Tuesday, June 25, 2013

Not allowed to give up..

As mentioned earlier, I wanted to somehow extend my studies due to my inability to finish my mini thesis. Much to my surprise, I was not allowed to extend by the person who actually holds the future of my studies. How grateful I am to hear such a news. Although time is running out, but with the help, I might be able to graduate. If this semester is not my last, then next sem will be a hollow one for I will complete it at least. Now, I do believe in second chances..

Saturday, June 22, 2013

First time on mobile..

So, I just downloaded Blogger on mobile. Well, I really think this is a good idea because sometimes switching on your computer can be such a hassle. Trust me, I'm a real lazybum.. Guess more updates will be updated then.. Haha.. So far, I'm loving it.. Given the fact that my phone screen size is adequate enough for two hands typing.. Till then.. This is not an add.. Im not paid, just sharing.. Google, you can pay me if you want.. Im doing a free ad here.. Hahaha

picking up the pieces..

i know this is too late but i will do my best to fix this. oh, i mean my current situation. how grateful i am for i have finished my internship. the problem was the work, not my colleagues, they were magnificent. could not ask for better ones. helpful and all. the only problem is my aptitude does not suit the work line. luckily i was given the chance to figure that out early. if not, i might die of heartache at really young age. haha

so now, only one thing left in front of me between my graduation and i. it is my mini thesis. yes, mini. i know it is my own fault for not doing it in the first place but you know, the idea of unable to pursue with what you wanted is underwhelming. however, it is my fault for dwelling in the abyss for way too long. i am usually strong willed, but with so many hateful things happening around me and being in constant annoyance with myself and the life, i have become weak. this is actually the first time i decided to ditch studies when it has always been my escapism. call me a geek, nerd or dork, i am guilty as charged.

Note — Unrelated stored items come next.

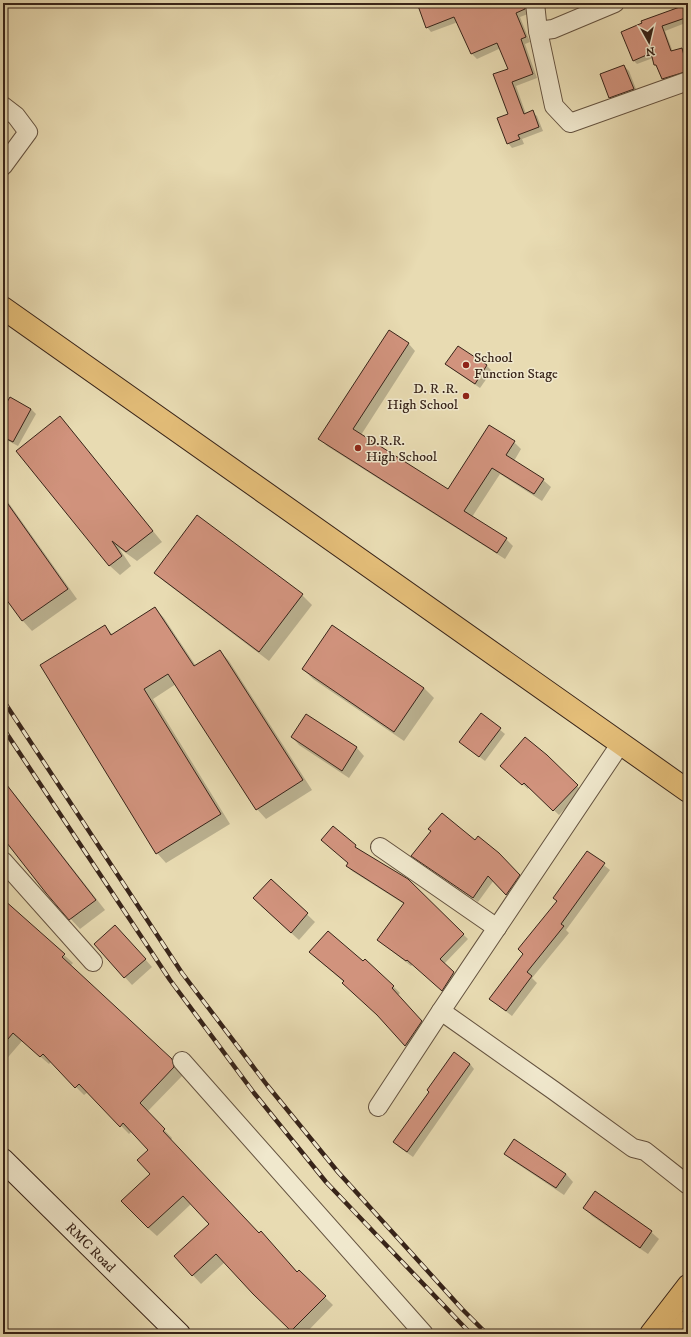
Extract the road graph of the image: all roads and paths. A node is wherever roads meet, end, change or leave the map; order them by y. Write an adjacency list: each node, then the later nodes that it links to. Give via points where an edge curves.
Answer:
1 (535, 3): 3 (street)
2 (615, 3): 3 (street, via 553,29)
3 (538, 31): 4 (street, via 554,106 570,124)
4 (688, 81)
5 (3, 106): 6 (street, via 16,116 28,132)
6 (3, 166)
7 (3, 308): 8 (main road)
8 (621, 743): 9 (main road); 12 (street)
9 (688, 791)
10 (380, 847): 12 (street)
11 (3, 861): 13 (street)
12 (497, 928): 14 (street)
13 (93, 962)
14 (441, 1011): 16 (street); 19 (street, via 633,1148 645,1151)
15 (182, 1061): 24 (street)
16 (378, 1107)
17 (3, 1160): 23 (street, RMC Road)
18 (3, 1180): 22 (street, RMC Road)
19 (688, 1184)
20 (688, 1286): 25 (main road)
21 (688, 1321): 26 (main road)
22 (160, 1334)
23 (179, 1334)
24 (424, 1334)
25 (651, 1334)
26 (678, 1334)

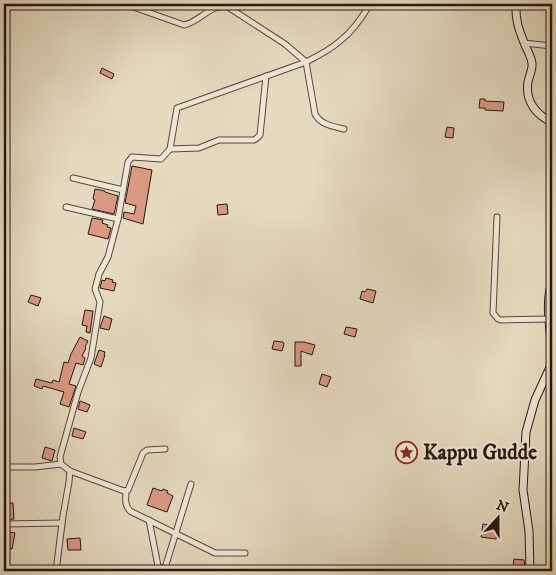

i know now it is too late already to begin with and maybe finish in time, but you know what, i will just do it for the sake of satisfying myself. this is what i am good at, studying. i should be able to do this. i should do it for myself, not for others. as for grading, this would be one time that i will not fret on whatever that i will get because i know, this maybe seems like a rush work for you supervisor, but for me, this is my self redemption to myself. i owe this to me.

Friday, June 14, 2013

submitting.. to fate or defeat?

at the moment, i am hopeless and i am helpless. i have no idea what came over me and unable me to progress with life and studies to be precise. it is somehow i am stuck in a loop of stupidity and i cannot seem to snap out of it. i have been acting like i dont care when it is all in my head most of the time. then, i think of the consequences of abandoning it to me and others. i can foresee the future if the choice were made, but i cannot seem to kick myself to start. i am scared, no, to be honest, i am terrified by my own self. how indifferent by cognitive can be when my emotional is in turmoil. since when did the two part of myself decided to disassociate from each other? since when did i lose all control of my mind? since when did i became accepting to fate? since when did i start believing in fate and silver lining? since when did i succumb to defeat? so many questions, so little time left and if i am unable to get myself out of this abyss, i know i will stay in it for at least an eternity..

Saturday, June 8, 2013

Struck by lightning..

have you ever watched a movie and later become afraid to move on with life because your life is exactly like the movie and the movie did not end well? well, that is Struck by Lightning to me. i see my life the way Carson saw his. no one around you understands you and you somehow speak in a different frequency or brain wavelength to others. you have a dream that you want to pursue and your really hope people agree with you and your dreams. the truth is, nobody cares. some even have the heart to destroy the dream you have. then, you saw your doom. you feel like life worth nothing and you give up in hope. then, somehow a sprinkle of hope appears in your mind and you feel rejuvenated and believe that life will be better after this for you. just when you start to be positive again, BAM, you got struck by lightning, died and your body was discovered only after 3 days.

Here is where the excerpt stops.